The megalithic complex is made up of walls; these rise silently, strong and well preservd, proof of the strength used to fight wars against the ancient enemy Taranto. The walls were arranged in a triple ring that circled the city, protecting it from the enemy’s strikes.
The first ring, the innermost one, was built between V and IV century b.C., it is 2.081 metres long and 842 metres in diemeter and consists of big stone blocks embedded together. Before it there is a moat, it is 4 metres wide and deep.
The middle ring was built during the IV century b.C.; it continues the ancient perimeter of the ring and it arises from its same moat, then interred.
The external ring, the most impressive, was built around the III century b.C. using the opus quadratum system, a Roman construction tecnique that consists of overlapping multiple bricks of tuff-like blocks. It is 3.382 metres long, 1.290 metres in diameter and 5 metres high and thick. For this ring a moat was dug too; it is over 6 metres wide and 5 metres deep. All the walls were surrounded by streets that connected the inside part of the walls to the outside through few entrance gates.

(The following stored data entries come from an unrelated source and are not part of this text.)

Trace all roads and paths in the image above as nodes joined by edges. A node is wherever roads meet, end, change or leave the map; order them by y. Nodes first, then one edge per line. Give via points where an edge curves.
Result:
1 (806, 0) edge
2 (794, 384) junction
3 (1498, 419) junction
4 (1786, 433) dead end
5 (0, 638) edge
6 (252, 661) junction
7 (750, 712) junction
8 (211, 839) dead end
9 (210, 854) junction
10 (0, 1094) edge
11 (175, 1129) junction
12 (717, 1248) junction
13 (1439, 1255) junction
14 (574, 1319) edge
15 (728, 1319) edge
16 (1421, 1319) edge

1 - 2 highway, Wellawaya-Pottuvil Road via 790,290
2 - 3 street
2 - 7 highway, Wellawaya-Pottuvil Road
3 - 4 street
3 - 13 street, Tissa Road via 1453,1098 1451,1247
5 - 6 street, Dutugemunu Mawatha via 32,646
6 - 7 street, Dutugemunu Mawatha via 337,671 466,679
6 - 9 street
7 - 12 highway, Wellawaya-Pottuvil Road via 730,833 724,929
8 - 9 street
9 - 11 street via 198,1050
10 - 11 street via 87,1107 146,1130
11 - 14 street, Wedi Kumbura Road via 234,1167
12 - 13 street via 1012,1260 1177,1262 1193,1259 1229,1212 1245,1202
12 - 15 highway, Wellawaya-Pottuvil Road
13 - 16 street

In 1932, close to the walls a necropolys was discovered. The tombs are datable between the VII century the II century b.C., evident from the changes of the structure and the type of burial. Among the different types of tombs, the most common are the rectangular pit ones, some of which plastered and with traces of paint.
Lastly, it is impossible not to mention the Fonte Pliniano, the city simbol, a well located inside a massive underground natural cave. This was formerly used as a place of worship and it was described by Plinio il Vecchio in his Naturalis Historia; groundwater flows from its tanks still today.